■ Records supplied ■

******************************

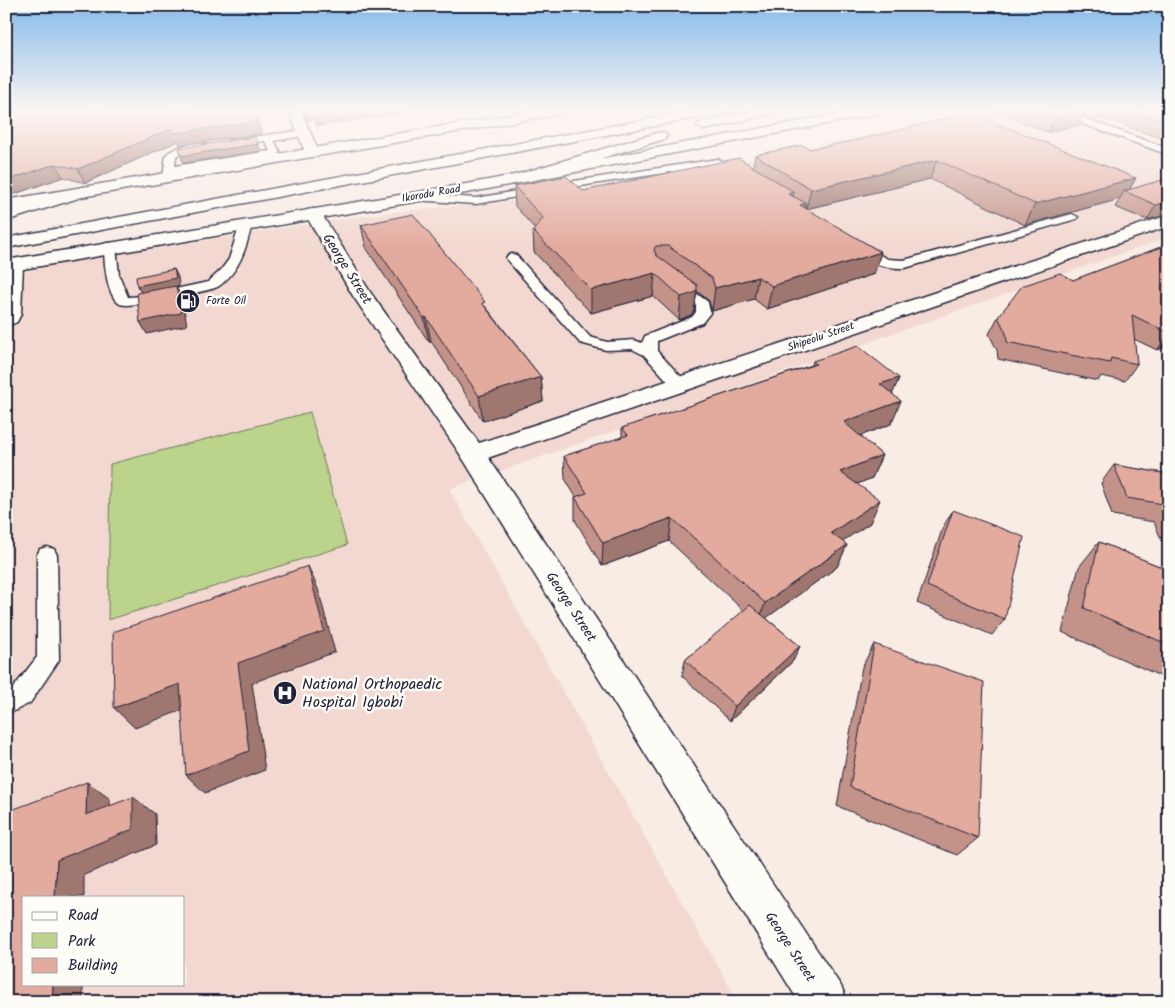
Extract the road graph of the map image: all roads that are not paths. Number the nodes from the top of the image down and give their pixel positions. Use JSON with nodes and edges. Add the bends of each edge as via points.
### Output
{"nodes":[{"id":1,"x":170,"y":156,"type":"edge"},
{"id":2,"x":258,"y":156,"type":"edge"},
{"id":3,"x":284,"y":156,"type":"edge"},
{"id":4,"x":394,"y":156,"type":"edge"},
{"id":5,"x":471,"y":156,"type":"edge"},
{"id":6,"x":595,"y":156,"type":"edge"},
{"id":7,"x":655,"y":156,"type":"edge"},
{"id":8,"x":710,"y":156,"type":"edge"},
{"id":9,"x":718,"y":162,"type":"junction"},
{"id":10,"x":168,"y":173,"type":"junction"},
{"id":11,"x":279,"y":177,"type":"dead end"},
{"id":12,"x":520,"y":178,"type":"junction"},
{"id":13,"x":561,"y":179,"type":"junction"},
{"id":14,"x":752,"y":181,"type":"edge"},
{"id":15,"x":82,"y":192,"type":"junction"},
{"id":16,"x":414,"y":198,"type":"junction"},
{"id":17,"x":6,"y":205,"type":"edge"},
{"id":18,"x":313,"y":214,"type":"junction"},
{"id":19,"x":6,"y":216,"type":"edge"},
{"id":20,"x":1072,"y":217,"type":"edge"},
{"id":21,"x":45,"y":220,"type":"dead end"},
{"id":22,"x":1169,"y":220,"type":"edge"},
{"id":23,"x":246,"y":224,"type":"junction"},
{"id":24,"x":6,"y":227,"type":"edge"},
{"id":25,"x":842,"y":239,"type":"edge"},
{"id":26,"x":6,"y":243,"type":"edge"},
{"id":27,"x":110,"y":246,"type":"junction"},
{"id":28,"x":512,"y":258,"type":"dead end"},
{"id":29,"x":12,"y":265,"type":"edge"},
{"id":30,"x":667,"y":278,"type":"edge"},
{"id":31,"x":6,"y":323,"type":"edge"},
{"id":32,"x":649,"y":352,"type":"junction"},
{"id":33,"x":680,"y":385,"type":"junction"},
{"id":34,"x":473,"y":454,"type":"junction"},
{"id":35,"x":47,"y":555,"type":"dead end"},
{"id":36,"x":6,"y":704,"type":"edge"},
{"id":37,"x":825,"y":1002,"type":"edge"}],
"edges":[{"from":1,"to":10,"type":"lane"},
{"from":2,"to":10,"type":"lane"},
{"from":3,"to":10,"type":"main road"},
{"from":4,"to":11,"type":"main road"},
{"from":5,"to":26,"type":"main road"},
{"from":6,"to":12,"type":"main road"},
{"from":7,"to":13,"type":"main road","name":"Ikorodu Road"},
{"from":8,"to":9,"type":"lane"},
{"from":9,"to":13,"type":"lane"},
{"from":9,"to":14,"type":"lane"},
{"from":10,"to":15,"type":"main road"},
{"from":12,"to":13,"type":"main road","name":"Ikorodu Road"},
{"from":12,"to":16,"type":"main road","name":"Ikorodu Road"},
{"from":13,"to":16,"type":"lane","via":[[476,201]]},
{"from":15,"to":17,"type":"main road"},
{"from":15,"to":19,"type":"main road"},
{"from":16,"to":18,"type":"main road","name":"Ikorodu Road"},
{"from":18,"to":23,"type":"main road","name":"Ikorodu Road"},
{"from":18,"to":34,"type":"main road","name":"George Street","via":[[362,296]]},
{"from":20,"to":25,"type":"lane","via":[[892,266]]},
{"from":21,"to":24,"type":"main road"},
{"from":22,"to":33,"type":"main road","name":"Shipeolu Street"},
{"from":23,"to":27,"type":"main road","name":"Ikorodu Road"},
{"from":23,"to":27,"type":"lane","via":[[239,252],[220,280],[212,285],[142,300],[124,300],[115,285],[111,275]]},
{"from":27,"to":29,"type":"main road","name":"Ikorodu Road"},
{"from":28,"to":32,"type":"lane","via":[[585,340],[606,346],[634,344]]},
{"from":29,"to":31,"type":"lane","via":[[14,314]]},
{"from":30,"to":32,"type":"lane","via":[[703,305],[703,313],[697,320],[650,339]]},
{"from":32,"to":33,"type":"lane"},
{"from":33,"to":34,"type":"main road","name":"Shipeolu Street"},
{"from":34,"to":37,"type":"main road","name":"George Street"},
{"from":35,"to":36,"type":"lane","via":[[48,660],[22,695]]}]}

******************************

■ The task ■
In the entries above, find each line with the string "edges" and copy it.

■ Result below ■
Extract the road graph of the map image: all roads that are not paths. Number the nodes from the top of the image down and give their pixel positions. Use JSON with nodes and edges. Add the bends of each edge as via points.
"edges":[{"from":1,"to":10,"type":"lane"},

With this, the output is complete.